Further, I split the earning call into 2 text files (using a python script): 1. What is the company saying and its answers to analysts questions (without who said it). 2. Questions of the analysts.

This is a general script that will be able to work with any such earning call.

In [1]:
import chromedriver_autoinstaller


chromedriver_autoinstaller.install()

'/Library/Frameworks/Python.framework/Versions/3.10/lib/python3.10/site-packages/chromedriver_autoinstaller/98/chromedriver'

In [2]:
%pip install selenium
from selenium import webdriver
from selenium.webdriver.common.by import By

SELENIUM_URL = 'http://127.0.0.1:4444/wd/hub'
EARNINGS_URL = 'https://www.fool.com/earnings/call-transcripts/2021/11/03/kaltura-inc-kltr-q3-2021-earnings-call-transcript/'

def get_earnings():    
    browser = webdriver.Chrome(options=webdriver.ChromeOptions())
    
    browser.maximize_window()
    browser.implicitly_wait(10)

    browser.get(EARNINGS_URL)

    # Find element with article-content class
    article_content = browser.find_element(By.CLASS_NAME, "article-content")
    # Find h2 element with text "Prepared Remarks" as starting point for parsing company remarks
    prepared_remarks = article_content.find_element(By.XPATH, "./h2[text()='Prepared Remarks:']")
    # Find each of prepared_remarks' siblings that come after it which are:
    # * <p> elements
    # * don't contain the <strong> tag
    # * aren't preceded by a <p> with <strong> with the text "Operator"
    # Then stop once the next <h2> element is reached (Q&A starts)
    statements = prepared_remarks.find_elements(By.XPATH, "./following-sibling::p[not(strong) and preceding-sibling::p[strong][1][text()!='Operator'] and count(preceding-sibling::h2)=2]")
    # Add the text from each statement to a list (only if it contains any content)
    statements_text = [statement.text for statement in statements if len(statement.text.strip())]
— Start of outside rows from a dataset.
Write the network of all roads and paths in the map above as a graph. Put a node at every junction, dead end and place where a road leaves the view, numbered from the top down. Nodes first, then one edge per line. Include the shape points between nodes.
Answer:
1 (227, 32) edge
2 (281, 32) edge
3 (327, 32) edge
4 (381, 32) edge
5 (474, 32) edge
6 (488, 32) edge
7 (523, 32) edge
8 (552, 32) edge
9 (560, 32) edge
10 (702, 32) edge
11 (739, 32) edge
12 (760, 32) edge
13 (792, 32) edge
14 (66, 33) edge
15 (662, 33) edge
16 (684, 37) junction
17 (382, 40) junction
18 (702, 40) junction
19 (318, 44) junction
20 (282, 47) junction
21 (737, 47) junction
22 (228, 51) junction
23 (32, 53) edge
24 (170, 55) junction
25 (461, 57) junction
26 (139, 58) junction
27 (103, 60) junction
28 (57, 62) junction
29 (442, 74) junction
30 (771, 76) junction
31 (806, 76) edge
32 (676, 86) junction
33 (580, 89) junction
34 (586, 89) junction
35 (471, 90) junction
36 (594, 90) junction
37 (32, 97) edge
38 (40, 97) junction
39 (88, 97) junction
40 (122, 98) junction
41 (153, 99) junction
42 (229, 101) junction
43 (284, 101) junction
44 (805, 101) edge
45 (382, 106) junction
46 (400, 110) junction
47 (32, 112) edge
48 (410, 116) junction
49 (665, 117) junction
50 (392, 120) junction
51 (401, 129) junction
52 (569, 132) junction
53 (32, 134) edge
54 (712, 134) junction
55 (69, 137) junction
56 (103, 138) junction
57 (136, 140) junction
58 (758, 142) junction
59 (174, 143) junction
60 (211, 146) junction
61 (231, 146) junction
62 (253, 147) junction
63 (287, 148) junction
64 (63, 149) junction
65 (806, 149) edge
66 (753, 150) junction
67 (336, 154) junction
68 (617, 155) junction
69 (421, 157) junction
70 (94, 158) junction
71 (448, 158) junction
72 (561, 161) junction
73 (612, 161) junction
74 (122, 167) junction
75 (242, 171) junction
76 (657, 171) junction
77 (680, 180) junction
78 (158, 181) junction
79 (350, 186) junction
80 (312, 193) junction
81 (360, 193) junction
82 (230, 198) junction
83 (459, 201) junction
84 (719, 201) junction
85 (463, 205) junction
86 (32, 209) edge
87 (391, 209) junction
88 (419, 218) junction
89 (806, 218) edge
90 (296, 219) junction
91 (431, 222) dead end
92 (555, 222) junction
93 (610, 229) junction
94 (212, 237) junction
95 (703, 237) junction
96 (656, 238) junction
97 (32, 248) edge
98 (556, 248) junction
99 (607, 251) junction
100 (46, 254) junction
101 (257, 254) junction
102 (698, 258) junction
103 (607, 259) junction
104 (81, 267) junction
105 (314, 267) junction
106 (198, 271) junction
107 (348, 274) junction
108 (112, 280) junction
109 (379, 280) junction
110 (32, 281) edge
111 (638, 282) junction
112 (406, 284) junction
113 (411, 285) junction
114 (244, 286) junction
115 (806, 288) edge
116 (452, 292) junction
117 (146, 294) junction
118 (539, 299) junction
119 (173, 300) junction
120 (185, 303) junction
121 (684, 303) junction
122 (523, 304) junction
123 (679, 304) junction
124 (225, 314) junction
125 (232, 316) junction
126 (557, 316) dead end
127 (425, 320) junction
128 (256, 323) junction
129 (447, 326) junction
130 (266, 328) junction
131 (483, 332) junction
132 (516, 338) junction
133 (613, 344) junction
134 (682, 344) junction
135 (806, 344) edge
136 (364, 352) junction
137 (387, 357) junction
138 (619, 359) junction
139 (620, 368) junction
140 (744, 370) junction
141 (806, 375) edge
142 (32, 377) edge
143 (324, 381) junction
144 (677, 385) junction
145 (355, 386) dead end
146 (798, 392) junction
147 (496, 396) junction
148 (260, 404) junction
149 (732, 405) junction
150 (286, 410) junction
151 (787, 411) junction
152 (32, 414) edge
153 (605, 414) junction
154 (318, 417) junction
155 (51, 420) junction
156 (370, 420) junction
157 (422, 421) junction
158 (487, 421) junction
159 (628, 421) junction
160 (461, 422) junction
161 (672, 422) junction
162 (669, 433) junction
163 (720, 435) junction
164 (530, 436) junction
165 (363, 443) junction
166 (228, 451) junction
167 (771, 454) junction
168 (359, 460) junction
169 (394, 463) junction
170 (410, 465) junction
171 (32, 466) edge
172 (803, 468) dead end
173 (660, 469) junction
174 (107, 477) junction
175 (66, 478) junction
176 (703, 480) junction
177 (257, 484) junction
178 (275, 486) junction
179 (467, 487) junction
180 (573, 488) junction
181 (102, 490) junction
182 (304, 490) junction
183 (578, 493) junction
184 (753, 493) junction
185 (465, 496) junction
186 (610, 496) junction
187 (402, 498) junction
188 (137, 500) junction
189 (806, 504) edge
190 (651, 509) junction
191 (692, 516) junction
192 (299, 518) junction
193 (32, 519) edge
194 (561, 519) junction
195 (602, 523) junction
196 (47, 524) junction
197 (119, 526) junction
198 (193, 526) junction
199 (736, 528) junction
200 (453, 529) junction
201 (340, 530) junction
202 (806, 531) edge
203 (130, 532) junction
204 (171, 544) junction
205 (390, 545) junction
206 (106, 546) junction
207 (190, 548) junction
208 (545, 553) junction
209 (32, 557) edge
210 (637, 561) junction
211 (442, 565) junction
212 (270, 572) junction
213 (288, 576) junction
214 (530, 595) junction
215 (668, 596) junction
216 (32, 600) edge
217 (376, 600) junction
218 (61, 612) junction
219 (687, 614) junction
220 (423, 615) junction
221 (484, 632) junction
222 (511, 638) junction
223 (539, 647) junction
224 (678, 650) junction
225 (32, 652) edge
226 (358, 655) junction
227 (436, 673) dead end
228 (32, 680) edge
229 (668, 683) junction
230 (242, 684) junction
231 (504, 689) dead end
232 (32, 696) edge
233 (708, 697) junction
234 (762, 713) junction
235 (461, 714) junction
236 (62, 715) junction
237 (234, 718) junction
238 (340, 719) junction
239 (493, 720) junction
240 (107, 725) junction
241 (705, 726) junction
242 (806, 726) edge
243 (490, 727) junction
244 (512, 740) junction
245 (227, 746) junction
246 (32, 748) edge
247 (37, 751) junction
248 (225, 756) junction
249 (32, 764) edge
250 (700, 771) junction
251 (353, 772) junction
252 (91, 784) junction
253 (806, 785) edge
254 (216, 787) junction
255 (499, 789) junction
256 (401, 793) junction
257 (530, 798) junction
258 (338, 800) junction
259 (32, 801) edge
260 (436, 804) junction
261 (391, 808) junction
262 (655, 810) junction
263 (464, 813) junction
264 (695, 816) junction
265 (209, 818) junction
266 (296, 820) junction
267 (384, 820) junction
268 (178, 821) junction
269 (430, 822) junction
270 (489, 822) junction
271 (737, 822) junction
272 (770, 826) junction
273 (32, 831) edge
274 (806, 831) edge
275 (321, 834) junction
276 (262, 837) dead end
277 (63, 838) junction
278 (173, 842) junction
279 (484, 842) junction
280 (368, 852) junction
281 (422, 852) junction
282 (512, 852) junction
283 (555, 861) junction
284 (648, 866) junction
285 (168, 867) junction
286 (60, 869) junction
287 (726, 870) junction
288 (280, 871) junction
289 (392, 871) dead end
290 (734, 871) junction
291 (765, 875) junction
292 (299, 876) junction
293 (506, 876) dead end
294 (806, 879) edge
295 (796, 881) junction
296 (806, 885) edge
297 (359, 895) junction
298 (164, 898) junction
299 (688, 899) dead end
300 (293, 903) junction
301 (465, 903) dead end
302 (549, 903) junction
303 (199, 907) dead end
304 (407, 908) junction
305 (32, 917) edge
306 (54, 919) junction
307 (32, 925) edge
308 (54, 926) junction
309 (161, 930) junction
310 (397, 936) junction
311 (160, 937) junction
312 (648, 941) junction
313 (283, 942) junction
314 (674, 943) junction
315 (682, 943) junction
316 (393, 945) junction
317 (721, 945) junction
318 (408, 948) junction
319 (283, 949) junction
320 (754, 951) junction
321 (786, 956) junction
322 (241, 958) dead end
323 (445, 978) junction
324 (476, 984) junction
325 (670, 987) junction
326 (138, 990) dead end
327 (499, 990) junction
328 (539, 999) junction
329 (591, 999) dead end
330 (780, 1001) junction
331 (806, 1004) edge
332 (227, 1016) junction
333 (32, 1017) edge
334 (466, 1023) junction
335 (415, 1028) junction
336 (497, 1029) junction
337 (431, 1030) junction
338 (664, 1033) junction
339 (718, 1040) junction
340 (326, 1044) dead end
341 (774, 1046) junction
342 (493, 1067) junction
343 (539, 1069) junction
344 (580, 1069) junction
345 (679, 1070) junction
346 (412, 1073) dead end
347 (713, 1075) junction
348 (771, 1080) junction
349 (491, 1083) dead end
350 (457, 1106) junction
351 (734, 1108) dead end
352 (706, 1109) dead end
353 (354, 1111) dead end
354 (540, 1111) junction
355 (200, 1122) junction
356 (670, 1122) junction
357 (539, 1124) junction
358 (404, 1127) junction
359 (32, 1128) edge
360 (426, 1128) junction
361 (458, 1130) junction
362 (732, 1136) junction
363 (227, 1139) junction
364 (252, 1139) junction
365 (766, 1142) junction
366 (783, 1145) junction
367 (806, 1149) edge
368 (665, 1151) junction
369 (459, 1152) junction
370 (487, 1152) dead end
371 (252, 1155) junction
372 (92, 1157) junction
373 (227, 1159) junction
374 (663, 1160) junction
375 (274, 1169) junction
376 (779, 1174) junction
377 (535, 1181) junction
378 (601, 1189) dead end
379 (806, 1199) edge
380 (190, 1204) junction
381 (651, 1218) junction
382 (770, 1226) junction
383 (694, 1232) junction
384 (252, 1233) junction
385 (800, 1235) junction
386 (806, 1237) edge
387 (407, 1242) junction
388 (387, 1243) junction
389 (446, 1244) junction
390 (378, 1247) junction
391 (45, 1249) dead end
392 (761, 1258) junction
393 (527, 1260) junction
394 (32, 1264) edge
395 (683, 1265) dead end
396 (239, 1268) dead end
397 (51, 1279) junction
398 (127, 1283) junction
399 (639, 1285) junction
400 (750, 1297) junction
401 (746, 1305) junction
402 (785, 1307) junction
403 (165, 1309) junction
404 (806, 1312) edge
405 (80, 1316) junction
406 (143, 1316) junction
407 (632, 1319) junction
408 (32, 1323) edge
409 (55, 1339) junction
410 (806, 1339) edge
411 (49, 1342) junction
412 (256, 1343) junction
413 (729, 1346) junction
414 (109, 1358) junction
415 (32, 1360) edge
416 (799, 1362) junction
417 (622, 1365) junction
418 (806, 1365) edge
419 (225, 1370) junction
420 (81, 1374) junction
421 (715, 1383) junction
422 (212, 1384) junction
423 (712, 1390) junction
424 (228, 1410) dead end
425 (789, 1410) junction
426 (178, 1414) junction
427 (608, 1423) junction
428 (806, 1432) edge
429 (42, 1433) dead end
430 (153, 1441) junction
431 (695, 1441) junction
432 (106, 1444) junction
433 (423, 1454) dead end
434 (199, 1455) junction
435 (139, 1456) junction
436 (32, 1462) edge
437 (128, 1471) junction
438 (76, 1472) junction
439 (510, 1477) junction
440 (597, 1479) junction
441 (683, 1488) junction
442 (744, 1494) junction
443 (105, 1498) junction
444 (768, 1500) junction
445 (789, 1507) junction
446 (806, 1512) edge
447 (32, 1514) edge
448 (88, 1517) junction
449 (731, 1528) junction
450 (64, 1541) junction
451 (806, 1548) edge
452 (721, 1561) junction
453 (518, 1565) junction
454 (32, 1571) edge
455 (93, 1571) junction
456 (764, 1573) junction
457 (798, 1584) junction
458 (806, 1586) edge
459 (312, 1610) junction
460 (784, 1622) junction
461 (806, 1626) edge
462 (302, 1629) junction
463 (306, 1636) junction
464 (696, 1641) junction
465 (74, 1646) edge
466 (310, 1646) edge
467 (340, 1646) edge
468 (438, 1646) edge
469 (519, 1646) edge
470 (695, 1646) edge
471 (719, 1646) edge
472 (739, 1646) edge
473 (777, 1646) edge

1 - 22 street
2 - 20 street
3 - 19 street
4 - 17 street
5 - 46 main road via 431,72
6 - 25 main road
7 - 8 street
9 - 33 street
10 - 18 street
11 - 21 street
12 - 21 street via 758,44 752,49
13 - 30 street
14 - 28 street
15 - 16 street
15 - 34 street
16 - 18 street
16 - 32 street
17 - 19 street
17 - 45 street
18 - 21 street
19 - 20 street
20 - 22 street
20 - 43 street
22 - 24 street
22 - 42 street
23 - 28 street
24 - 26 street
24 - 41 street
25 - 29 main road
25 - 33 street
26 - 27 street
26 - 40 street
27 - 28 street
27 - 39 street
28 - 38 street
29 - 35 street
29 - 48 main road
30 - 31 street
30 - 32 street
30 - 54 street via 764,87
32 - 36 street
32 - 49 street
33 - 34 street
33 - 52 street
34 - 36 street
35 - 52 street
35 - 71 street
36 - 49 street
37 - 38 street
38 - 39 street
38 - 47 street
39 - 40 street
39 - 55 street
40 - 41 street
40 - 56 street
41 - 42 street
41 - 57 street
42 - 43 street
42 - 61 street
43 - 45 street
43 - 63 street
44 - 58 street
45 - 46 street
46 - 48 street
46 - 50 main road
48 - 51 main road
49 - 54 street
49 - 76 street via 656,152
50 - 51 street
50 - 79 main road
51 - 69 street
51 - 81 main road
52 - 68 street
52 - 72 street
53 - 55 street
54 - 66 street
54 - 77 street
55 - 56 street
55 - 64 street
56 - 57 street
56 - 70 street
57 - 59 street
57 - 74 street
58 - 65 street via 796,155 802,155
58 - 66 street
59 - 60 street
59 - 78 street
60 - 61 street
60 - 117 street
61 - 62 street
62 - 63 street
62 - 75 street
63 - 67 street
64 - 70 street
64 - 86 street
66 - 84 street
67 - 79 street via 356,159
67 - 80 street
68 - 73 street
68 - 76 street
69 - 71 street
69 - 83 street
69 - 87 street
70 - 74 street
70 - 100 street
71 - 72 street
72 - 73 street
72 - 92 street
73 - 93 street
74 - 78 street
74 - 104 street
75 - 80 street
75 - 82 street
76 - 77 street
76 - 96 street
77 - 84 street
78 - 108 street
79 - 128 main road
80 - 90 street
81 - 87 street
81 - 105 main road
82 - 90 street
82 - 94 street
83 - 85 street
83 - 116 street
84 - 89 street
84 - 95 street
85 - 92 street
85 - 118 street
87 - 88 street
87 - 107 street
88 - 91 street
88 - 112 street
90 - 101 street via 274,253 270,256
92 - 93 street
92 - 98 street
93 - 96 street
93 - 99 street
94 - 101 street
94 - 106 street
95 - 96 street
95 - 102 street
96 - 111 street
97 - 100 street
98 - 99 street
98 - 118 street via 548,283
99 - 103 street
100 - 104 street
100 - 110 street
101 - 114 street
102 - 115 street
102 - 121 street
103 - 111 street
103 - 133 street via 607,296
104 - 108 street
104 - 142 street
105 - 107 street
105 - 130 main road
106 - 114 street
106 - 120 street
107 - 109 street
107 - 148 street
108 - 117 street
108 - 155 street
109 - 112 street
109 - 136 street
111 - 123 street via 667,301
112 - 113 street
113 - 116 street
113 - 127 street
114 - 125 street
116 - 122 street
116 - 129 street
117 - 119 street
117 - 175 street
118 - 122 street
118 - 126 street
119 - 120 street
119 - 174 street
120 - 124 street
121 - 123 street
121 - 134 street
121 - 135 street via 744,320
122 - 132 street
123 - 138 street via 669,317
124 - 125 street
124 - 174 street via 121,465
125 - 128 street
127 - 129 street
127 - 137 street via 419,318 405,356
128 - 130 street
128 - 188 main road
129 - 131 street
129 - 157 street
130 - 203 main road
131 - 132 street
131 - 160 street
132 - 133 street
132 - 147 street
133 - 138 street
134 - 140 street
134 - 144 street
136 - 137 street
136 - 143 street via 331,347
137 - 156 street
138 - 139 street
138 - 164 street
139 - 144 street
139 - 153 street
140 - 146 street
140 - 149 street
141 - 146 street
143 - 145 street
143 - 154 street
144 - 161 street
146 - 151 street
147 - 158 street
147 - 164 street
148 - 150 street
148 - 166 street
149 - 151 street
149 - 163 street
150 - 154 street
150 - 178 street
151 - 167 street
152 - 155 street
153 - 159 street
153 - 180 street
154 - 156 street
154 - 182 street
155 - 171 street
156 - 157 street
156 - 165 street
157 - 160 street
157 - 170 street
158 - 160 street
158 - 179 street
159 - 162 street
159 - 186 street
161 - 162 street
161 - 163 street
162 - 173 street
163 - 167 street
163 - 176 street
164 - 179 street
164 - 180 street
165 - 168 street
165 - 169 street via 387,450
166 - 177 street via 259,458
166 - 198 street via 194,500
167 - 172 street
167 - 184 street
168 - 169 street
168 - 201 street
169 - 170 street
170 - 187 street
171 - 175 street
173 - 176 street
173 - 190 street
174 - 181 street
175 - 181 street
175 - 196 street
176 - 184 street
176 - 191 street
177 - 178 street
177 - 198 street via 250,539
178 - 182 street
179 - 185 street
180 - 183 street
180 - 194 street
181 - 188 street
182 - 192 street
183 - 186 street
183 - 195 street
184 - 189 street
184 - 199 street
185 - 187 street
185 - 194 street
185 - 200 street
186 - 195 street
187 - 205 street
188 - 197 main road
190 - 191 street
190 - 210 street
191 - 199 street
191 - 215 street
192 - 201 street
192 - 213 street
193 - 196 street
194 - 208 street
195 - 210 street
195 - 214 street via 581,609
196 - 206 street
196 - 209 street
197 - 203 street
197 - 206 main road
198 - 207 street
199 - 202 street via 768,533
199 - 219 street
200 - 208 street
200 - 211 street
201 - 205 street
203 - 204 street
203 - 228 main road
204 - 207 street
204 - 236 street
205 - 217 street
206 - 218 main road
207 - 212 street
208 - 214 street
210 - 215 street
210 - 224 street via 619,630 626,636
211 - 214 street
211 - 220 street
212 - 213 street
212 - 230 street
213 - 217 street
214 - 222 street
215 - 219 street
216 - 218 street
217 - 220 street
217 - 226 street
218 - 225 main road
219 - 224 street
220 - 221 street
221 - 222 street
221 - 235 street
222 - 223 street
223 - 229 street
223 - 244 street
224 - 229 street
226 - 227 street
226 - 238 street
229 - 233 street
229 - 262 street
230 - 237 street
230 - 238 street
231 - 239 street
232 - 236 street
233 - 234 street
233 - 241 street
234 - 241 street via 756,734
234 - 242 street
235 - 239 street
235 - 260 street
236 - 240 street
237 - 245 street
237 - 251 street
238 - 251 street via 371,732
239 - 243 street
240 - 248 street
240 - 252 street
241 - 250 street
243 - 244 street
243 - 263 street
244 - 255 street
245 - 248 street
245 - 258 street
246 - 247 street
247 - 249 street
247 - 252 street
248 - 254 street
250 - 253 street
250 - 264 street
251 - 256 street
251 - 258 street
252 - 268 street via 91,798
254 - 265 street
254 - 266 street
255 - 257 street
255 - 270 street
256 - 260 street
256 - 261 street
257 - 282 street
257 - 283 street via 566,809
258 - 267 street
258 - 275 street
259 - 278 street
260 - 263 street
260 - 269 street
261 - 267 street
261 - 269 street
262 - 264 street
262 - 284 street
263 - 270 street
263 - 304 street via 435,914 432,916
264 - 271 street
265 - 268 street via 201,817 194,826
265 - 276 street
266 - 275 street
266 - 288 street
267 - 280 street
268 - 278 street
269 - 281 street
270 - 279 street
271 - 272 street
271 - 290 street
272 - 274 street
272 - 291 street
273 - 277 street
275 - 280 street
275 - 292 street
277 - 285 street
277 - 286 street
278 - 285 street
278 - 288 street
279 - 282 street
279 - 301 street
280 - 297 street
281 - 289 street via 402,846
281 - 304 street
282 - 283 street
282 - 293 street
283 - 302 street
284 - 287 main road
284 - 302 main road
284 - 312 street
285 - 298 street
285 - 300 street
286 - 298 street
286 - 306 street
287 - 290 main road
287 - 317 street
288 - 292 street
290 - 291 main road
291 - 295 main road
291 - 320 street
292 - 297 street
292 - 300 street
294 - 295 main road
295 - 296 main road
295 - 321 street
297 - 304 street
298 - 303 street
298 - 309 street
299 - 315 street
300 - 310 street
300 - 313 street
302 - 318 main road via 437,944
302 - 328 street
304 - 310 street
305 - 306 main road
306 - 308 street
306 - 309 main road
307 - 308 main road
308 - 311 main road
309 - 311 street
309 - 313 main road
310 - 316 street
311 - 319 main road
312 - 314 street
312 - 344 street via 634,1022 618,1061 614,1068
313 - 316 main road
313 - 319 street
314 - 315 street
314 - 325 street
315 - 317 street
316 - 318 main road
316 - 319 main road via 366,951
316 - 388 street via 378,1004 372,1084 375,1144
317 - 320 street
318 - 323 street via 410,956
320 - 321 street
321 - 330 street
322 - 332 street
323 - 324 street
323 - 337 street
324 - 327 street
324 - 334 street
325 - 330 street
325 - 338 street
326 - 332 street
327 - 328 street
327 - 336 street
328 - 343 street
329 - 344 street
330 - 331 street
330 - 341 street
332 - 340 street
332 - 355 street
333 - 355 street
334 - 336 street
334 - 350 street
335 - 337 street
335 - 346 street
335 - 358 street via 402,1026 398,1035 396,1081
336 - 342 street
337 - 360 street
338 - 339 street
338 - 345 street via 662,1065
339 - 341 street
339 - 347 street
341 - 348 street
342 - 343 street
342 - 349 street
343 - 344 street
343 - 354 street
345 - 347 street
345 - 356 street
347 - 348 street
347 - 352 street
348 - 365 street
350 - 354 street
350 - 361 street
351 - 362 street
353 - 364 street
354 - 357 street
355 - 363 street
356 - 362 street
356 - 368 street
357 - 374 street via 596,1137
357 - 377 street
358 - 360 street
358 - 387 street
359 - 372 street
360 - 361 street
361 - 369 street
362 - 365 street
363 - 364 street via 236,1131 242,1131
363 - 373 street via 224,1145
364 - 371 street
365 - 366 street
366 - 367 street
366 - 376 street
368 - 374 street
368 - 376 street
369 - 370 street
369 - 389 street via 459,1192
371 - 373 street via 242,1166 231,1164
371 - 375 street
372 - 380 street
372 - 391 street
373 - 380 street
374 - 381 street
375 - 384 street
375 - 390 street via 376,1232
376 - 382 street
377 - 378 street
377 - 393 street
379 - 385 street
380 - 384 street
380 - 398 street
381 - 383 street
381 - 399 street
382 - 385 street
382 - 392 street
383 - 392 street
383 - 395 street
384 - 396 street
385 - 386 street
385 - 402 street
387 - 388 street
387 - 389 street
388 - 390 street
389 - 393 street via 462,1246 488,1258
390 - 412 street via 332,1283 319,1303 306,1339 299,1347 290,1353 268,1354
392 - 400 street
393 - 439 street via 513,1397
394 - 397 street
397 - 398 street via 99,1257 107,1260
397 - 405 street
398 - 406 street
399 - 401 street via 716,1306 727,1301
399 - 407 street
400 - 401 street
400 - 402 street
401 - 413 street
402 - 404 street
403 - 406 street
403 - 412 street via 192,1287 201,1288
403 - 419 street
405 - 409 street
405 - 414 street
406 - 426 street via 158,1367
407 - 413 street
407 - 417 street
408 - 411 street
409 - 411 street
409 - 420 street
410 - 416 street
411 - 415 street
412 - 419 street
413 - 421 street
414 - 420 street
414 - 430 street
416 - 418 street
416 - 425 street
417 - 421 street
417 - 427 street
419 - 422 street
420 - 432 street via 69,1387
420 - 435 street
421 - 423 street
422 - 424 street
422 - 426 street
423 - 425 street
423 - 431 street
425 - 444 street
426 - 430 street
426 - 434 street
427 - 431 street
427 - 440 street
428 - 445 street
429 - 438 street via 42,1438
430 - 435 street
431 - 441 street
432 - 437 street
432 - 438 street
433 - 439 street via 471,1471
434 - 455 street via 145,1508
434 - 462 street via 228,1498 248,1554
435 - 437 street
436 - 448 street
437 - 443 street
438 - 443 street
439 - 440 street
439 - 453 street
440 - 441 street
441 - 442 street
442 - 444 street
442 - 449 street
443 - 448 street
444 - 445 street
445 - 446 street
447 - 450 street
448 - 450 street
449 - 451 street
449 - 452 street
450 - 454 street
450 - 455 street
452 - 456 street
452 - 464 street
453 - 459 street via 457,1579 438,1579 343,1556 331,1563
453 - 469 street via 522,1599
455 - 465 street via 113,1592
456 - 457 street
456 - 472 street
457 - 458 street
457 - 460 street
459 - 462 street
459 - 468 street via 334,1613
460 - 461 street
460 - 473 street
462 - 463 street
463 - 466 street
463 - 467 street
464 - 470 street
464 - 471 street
    # Find h2 element with text "Questions & Answers" as starting point for parsing Q&A
    questions_answers = article_content.find_element(By.XPATH, "./h2[text()='Questions & Answers:']")
    # Find each of questions_answers' siblings that come after it which are:
    # * <p> elements
    # * don't contain the strong tag
    # * aren't preceded by a <p> with <strong> with the text "Operator"
    # * For questions we look for text from a speaker with the word "Analyst" in their name
    # * For answers we look for text from a speaker without the word "Analyst" in their name
    questions = questions_answers.find_elements(By.XPATH, "./following-sibling::p[not(strong) and preceding-sibling::p[strong and em][1][not(contains(strong/text(), 'Operator')) and contains(em/text(), 'Analyst')]]")
    # Save text property for each question element to a new list
    questions_text = [question.text for question in questions if len(question.text.strip())]
    answers = questions_answers.find_elements(By.XPATH, "./following-sibling::p[not(strong) and preceding-sibling::p[strong and em][1][not(contains(strong/text(), 'Operator')) and not(contains(text(), 'Analyst'))]]")
    # Save text property for each answer element to a new list
    answers_text = [answer.text for answer in answers if len(answer.text.strip())]
    with open("company.txt", "w") as company:
        company.write("\r\n".join(statements_text + answers_text))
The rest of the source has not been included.